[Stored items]
---
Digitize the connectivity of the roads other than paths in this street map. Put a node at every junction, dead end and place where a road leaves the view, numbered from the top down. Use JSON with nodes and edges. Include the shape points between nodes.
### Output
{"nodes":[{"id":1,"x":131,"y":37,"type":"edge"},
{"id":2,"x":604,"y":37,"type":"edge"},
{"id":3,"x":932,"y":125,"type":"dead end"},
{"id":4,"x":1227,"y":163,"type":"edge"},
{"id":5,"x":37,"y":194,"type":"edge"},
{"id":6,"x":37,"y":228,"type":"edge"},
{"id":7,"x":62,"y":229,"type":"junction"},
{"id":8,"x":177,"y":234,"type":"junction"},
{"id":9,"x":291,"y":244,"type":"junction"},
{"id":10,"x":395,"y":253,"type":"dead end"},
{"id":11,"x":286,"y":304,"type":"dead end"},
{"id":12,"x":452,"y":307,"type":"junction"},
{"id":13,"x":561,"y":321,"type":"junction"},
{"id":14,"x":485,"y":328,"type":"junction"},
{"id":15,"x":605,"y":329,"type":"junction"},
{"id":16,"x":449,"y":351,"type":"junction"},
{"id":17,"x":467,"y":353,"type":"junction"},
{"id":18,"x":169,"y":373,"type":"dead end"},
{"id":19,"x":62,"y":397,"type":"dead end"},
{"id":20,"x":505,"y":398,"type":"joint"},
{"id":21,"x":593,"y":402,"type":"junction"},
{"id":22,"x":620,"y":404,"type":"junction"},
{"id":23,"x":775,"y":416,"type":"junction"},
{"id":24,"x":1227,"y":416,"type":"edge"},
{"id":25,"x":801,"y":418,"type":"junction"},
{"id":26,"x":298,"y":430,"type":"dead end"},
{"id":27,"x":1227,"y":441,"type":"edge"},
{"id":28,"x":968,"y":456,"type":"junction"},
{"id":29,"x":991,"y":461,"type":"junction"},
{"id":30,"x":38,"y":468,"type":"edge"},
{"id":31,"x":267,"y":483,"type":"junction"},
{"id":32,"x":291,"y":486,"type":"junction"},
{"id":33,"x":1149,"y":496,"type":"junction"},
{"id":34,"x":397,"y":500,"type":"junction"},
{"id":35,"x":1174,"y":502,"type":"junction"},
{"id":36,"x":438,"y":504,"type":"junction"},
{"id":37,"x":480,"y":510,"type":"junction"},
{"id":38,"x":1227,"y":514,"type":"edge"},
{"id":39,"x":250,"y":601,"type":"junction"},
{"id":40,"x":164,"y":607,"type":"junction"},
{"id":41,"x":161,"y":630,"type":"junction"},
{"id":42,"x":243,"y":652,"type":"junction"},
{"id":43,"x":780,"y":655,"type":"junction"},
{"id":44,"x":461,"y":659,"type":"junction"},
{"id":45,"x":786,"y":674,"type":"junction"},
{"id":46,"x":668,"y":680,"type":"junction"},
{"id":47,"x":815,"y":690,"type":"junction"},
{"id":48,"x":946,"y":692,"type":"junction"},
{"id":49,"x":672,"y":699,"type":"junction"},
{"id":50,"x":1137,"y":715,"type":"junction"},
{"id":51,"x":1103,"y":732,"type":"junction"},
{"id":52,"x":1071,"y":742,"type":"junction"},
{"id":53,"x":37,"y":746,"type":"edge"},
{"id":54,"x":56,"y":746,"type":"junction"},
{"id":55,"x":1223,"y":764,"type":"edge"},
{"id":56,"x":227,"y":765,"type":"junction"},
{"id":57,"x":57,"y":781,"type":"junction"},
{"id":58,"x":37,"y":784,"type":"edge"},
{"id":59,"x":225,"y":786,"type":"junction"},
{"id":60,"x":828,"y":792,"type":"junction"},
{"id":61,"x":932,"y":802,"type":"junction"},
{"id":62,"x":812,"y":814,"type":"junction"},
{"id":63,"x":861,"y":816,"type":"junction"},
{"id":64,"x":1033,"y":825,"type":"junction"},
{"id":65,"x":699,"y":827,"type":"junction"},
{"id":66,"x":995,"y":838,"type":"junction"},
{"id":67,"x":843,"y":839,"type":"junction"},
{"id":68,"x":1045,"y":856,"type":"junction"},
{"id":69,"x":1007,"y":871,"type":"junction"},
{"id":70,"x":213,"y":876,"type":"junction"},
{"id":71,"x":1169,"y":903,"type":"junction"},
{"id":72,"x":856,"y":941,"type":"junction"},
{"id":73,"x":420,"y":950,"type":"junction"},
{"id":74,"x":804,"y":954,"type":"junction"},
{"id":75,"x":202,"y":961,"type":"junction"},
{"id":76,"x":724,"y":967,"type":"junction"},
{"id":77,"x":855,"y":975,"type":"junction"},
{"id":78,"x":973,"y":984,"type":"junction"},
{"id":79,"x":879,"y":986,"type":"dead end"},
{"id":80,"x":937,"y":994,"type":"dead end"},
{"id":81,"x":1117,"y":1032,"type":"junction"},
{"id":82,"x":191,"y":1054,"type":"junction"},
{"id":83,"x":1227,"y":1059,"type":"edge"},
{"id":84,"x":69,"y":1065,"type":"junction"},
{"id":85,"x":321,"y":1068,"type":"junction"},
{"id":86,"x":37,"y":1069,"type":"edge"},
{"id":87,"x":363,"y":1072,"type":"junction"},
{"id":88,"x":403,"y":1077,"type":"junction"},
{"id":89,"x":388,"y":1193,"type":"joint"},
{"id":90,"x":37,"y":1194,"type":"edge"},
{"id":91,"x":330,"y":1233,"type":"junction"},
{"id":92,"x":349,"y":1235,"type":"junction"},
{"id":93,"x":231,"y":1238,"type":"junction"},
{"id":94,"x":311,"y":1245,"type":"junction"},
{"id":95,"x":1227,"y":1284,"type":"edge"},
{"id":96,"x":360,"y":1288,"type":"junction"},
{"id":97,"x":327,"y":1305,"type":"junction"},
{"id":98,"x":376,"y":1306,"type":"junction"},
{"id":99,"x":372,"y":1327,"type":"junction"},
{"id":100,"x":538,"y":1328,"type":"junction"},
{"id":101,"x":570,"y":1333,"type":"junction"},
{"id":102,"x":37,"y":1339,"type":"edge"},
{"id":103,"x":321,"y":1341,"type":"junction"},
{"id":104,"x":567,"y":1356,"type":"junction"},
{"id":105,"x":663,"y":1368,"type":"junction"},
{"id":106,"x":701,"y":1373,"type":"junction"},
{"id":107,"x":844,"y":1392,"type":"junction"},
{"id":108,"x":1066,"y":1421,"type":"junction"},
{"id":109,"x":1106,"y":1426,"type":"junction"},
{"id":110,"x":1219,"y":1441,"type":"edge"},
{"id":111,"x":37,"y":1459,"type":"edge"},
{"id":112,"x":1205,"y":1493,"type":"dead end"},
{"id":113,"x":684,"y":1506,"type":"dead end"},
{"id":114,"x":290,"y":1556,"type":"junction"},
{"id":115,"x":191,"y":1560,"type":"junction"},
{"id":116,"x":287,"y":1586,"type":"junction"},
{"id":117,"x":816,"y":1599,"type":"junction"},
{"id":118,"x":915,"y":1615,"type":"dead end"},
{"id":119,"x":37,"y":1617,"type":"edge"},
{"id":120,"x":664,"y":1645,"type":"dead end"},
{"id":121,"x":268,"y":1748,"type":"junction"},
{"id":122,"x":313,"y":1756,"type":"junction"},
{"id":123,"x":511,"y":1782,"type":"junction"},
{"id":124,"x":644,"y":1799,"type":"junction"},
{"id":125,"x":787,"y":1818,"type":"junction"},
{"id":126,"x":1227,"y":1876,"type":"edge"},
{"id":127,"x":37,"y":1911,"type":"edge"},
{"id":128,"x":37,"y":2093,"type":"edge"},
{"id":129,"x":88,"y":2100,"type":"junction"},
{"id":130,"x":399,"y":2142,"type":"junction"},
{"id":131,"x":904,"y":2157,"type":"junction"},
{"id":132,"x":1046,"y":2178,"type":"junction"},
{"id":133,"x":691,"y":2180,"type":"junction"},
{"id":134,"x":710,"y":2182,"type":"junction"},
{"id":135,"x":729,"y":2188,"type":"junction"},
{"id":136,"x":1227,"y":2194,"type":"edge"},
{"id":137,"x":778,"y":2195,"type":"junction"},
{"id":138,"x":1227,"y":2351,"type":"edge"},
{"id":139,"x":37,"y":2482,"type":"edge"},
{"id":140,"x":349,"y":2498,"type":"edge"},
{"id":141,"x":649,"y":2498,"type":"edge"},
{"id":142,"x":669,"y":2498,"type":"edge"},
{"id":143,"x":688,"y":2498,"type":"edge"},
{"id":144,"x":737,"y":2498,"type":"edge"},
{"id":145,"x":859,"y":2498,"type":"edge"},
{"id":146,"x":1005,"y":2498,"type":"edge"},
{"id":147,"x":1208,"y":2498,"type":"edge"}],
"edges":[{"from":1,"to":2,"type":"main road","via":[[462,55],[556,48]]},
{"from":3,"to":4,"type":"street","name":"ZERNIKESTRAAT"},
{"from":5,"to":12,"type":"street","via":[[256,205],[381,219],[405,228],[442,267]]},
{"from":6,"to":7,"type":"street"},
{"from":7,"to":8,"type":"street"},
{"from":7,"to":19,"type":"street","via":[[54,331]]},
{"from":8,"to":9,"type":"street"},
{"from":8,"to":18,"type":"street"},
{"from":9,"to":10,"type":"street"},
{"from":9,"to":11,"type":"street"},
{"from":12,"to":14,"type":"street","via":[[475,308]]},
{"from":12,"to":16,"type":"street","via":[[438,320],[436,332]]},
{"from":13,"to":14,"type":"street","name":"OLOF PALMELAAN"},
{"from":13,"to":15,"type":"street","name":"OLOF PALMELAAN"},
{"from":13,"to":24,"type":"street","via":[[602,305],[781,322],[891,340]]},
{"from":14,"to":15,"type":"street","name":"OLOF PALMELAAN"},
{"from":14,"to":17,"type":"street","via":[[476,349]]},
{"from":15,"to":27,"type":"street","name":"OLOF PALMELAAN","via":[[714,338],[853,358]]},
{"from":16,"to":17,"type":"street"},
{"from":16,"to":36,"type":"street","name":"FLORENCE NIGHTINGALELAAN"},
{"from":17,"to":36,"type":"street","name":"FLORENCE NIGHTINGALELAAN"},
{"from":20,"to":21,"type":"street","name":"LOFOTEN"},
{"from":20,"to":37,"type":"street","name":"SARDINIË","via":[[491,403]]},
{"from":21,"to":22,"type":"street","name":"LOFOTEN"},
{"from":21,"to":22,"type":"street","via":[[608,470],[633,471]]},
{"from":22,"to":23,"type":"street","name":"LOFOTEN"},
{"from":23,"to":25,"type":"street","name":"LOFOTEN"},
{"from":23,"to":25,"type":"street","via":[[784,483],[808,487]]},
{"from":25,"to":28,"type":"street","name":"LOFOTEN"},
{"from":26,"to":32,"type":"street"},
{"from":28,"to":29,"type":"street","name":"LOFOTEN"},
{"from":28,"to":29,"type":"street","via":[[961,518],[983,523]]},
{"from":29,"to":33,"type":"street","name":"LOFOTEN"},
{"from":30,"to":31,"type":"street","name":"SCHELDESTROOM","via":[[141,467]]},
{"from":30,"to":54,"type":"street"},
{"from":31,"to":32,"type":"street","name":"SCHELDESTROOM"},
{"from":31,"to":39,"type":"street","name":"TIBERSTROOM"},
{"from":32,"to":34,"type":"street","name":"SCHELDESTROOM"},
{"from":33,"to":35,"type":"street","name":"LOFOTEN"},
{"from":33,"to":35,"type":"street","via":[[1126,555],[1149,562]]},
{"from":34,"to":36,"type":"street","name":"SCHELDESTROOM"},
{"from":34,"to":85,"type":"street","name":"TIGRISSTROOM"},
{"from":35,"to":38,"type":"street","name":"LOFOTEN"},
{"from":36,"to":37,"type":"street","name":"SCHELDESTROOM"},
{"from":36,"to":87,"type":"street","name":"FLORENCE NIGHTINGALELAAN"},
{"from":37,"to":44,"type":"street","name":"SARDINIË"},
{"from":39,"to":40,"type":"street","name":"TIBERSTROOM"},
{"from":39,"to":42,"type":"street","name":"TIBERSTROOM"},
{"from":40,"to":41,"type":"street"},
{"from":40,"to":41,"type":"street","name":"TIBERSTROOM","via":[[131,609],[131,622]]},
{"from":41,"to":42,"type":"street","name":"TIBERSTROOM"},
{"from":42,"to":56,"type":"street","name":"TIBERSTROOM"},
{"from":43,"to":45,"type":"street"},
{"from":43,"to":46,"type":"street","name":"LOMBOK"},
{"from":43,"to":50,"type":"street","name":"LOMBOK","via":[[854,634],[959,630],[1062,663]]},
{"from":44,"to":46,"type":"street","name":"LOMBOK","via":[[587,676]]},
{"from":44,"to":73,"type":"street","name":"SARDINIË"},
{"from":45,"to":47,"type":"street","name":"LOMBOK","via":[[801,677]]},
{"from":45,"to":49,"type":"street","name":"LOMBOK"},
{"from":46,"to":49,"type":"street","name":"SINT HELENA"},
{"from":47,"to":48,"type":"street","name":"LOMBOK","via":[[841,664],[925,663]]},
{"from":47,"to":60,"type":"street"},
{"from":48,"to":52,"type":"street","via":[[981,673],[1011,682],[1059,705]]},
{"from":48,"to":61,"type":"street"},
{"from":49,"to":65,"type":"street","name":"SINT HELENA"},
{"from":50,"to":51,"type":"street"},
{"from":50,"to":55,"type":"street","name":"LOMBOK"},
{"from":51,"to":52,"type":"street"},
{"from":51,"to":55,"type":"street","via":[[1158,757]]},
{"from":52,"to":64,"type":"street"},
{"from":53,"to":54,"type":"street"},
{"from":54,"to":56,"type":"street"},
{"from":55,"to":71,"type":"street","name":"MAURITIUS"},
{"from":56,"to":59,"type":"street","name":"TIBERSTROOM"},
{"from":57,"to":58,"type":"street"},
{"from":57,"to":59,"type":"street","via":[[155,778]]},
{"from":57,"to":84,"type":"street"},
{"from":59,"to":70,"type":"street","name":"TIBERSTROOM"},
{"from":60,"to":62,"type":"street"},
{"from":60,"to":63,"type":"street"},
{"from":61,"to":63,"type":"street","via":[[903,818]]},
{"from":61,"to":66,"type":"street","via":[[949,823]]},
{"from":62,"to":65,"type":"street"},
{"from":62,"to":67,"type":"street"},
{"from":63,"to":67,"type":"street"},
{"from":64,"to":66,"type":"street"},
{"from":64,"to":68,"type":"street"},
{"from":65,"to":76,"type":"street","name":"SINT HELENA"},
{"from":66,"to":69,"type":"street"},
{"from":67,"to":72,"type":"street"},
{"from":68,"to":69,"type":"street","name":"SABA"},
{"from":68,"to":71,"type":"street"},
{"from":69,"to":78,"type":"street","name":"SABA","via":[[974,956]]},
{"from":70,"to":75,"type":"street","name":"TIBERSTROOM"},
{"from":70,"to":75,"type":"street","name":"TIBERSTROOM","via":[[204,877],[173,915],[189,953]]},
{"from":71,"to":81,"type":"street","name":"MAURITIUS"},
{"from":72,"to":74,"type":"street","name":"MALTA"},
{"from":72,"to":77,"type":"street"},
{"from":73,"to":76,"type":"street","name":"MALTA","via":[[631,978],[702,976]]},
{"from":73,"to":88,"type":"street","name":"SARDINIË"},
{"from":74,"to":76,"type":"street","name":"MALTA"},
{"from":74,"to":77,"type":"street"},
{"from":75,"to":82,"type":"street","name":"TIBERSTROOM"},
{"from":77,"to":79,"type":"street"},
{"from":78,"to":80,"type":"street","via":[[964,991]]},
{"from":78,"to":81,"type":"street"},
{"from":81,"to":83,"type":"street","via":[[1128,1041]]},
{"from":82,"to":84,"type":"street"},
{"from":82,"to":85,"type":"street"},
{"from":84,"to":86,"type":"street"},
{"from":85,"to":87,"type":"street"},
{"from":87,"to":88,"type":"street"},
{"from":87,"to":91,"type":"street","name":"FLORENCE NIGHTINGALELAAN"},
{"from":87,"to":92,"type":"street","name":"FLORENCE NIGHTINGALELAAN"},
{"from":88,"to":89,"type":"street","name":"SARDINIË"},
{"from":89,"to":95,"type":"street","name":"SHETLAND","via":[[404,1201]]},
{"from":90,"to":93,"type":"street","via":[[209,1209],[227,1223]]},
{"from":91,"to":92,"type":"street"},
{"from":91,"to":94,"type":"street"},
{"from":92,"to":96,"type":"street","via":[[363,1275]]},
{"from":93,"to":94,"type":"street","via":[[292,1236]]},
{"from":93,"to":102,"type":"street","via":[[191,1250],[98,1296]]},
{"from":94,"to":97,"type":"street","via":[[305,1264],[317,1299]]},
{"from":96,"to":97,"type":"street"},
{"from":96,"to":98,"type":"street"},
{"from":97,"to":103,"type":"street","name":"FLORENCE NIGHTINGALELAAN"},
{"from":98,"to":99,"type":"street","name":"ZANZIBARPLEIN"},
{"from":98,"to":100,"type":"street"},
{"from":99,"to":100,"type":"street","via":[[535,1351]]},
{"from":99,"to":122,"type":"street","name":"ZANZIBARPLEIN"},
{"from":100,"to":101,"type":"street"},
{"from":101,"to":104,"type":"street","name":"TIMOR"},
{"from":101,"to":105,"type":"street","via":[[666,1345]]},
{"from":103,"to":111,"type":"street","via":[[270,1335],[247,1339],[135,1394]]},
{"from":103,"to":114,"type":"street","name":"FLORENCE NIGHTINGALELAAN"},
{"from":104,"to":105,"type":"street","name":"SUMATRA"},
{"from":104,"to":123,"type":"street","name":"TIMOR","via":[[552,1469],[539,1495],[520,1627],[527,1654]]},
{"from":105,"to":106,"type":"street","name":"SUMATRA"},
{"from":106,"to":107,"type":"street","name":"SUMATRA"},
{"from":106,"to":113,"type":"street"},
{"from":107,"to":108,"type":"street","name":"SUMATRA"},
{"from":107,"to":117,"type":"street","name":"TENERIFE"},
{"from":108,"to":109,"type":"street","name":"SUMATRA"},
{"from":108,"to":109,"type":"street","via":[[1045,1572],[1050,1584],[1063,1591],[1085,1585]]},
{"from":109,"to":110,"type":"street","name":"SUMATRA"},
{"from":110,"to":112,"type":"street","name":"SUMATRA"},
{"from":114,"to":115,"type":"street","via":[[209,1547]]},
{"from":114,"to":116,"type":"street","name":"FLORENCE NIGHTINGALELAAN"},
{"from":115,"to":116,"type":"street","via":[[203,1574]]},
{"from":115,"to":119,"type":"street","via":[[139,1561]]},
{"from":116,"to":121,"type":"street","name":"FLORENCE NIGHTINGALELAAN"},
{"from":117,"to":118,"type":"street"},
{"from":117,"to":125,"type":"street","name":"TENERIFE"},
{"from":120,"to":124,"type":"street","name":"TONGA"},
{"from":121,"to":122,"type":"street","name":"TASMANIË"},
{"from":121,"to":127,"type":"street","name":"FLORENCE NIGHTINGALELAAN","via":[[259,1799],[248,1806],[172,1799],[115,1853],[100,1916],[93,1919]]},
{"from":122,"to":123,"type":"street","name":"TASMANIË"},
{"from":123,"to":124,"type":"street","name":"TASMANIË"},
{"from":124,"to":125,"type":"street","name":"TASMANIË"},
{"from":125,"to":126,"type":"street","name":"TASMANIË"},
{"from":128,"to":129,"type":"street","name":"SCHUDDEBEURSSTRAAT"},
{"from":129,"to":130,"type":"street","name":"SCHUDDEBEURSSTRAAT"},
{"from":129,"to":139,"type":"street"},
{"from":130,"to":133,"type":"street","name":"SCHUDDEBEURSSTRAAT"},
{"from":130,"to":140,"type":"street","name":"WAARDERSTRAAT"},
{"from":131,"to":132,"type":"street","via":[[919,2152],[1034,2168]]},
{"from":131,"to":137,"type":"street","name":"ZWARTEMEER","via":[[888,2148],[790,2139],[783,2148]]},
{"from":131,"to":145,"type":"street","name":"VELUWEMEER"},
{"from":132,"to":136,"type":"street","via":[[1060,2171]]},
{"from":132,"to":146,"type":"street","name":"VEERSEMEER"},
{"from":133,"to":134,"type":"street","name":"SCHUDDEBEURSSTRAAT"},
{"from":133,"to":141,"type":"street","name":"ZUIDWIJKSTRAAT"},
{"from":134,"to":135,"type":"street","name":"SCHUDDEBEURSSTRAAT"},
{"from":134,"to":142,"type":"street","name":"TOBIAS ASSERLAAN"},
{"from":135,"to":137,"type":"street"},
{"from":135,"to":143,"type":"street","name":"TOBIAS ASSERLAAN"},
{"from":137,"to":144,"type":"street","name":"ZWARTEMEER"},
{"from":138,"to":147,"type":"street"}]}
---
A lone number is the expected answer: the count of lines in these entries holding the string "PALMELAAN".

4